Work instruction → The count of lines below that include the string "lane" is the whole answer.

----------------

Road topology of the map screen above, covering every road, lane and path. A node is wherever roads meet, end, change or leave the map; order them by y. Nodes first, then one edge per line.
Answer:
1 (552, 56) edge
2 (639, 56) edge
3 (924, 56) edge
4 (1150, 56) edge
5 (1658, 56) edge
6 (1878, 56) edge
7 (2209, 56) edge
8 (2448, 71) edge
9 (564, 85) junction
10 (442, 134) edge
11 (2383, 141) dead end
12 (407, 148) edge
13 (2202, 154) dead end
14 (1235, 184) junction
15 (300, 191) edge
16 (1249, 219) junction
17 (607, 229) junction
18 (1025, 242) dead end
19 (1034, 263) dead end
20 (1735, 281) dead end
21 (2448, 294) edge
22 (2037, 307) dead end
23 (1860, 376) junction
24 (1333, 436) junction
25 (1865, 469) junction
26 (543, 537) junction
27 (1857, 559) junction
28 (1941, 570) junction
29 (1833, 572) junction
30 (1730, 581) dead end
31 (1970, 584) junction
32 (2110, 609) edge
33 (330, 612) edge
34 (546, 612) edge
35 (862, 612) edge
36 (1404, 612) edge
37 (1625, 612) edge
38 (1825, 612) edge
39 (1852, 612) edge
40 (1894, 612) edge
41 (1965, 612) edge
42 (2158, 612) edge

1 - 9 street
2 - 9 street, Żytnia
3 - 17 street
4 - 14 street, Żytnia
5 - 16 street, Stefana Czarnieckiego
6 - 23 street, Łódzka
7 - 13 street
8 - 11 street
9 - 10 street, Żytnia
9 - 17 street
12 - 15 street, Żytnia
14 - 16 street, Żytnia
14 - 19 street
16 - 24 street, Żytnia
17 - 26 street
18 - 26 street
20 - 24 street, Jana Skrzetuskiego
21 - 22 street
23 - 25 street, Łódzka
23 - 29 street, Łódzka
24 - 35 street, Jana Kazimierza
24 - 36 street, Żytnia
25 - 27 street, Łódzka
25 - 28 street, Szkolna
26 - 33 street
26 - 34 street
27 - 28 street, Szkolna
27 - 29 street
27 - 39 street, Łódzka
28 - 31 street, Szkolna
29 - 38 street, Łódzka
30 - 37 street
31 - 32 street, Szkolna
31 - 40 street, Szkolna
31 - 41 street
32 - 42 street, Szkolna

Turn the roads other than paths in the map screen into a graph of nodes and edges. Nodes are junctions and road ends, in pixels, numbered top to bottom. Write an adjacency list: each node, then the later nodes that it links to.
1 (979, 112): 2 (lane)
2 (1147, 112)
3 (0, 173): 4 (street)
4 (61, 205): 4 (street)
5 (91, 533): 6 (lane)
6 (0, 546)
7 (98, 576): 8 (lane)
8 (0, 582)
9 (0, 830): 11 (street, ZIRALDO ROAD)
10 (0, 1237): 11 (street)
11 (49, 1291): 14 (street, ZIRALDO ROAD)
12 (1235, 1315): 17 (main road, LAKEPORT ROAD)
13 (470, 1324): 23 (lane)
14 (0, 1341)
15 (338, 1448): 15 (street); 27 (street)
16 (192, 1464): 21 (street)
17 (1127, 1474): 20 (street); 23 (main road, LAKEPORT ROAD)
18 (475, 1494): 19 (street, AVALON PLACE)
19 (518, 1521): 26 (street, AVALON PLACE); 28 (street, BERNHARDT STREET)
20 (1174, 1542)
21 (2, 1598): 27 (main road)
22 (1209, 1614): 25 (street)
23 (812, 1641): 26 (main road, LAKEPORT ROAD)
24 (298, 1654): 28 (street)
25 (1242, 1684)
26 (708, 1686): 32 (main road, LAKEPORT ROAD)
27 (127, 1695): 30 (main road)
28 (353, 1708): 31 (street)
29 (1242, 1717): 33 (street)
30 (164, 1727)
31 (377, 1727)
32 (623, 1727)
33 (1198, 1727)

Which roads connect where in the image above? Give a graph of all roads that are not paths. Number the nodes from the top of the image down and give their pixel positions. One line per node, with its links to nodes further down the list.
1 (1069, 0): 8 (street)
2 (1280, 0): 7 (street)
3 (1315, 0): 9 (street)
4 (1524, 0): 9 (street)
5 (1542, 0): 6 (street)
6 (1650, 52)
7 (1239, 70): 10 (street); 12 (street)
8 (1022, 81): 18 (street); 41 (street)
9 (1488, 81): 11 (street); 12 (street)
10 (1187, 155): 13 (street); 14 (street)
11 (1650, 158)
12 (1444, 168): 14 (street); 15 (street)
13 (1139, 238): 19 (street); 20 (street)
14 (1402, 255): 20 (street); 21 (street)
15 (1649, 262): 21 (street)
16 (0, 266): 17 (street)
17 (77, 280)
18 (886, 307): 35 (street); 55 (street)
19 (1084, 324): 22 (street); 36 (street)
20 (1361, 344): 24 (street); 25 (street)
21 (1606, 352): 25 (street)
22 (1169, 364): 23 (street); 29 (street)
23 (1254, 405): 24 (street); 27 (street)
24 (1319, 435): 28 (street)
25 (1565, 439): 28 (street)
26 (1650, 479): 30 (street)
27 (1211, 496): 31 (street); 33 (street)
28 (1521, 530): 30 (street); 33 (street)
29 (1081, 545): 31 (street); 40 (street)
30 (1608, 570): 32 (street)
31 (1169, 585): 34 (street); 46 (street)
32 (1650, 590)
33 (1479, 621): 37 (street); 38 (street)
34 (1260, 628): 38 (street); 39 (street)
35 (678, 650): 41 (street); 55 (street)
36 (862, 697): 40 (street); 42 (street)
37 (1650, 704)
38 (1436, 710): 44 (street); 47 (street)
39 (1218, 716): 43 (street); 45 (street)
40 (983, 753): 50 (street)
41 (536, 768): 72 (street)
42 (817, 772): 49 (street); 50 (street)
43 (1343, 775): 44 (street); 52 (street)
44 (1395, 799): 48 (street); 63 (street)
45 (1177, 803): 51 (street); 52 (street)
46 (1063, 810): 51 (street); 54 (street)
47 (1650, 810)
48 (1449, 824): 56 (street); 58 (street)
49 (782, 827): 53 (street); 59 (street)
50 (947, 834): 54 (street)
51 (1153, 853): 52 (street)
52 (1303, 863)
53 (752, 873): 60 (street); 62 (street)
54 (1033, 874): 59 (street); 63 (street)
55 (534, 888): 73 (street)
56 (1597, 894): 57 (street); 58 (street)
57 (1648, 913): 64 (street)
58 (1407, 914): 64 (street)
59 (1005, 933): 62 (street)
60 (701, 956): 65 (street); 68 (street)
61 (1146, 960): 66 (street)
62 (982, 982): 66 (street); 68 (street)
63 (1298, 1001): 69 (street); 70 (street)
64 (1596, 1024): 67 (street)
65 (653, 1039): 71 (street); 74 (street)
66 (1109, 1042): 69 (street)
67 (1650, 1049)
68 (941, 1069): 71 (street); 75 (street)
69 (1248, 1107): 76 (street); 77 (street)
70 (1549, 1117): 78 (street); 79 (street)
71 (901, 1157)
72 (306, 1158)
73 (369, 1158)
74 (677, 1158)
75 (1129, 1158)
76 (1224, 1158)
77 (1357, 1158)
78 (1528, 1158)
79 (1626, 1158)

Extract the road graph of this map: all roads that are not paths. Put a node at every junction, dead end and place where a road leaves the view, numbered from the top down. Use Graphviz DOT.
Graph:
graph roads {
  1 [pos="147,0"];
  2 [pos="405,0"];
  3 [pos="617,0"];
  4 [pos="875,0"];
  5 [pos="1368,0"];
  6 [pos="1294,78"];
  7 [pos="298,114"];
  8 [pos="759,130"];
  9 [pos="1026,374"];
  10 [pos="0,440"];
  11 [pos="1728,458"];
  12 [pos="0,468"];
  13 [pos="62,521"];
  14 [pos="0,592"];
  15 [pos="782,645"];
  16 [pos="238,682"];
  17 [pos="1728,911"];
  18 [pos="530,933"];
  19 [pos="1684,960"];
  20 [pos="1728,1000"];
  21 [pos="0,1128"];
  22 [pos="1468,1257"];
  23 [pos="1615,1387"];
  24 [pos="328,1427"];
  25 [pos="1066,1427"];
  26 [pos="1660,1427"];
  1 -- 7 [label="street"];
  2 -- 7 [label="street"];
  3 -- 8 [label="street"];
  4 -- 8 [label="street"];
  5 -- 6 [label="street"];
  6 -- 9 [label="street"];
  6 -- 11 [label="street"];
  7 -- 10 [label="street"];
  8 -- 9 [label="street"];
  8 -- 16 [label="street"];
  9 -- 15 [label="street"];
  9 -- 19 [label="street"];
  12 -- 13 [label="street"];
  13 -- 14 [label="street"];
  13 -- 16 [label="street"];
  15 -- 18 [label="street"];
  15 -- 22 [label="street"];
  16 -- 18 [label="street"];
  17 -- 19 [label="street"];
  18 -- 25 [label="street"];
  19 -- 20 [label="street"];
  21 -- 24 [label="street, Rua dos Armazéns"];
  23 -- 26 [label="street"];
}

----------------

Answer to the exercise → 5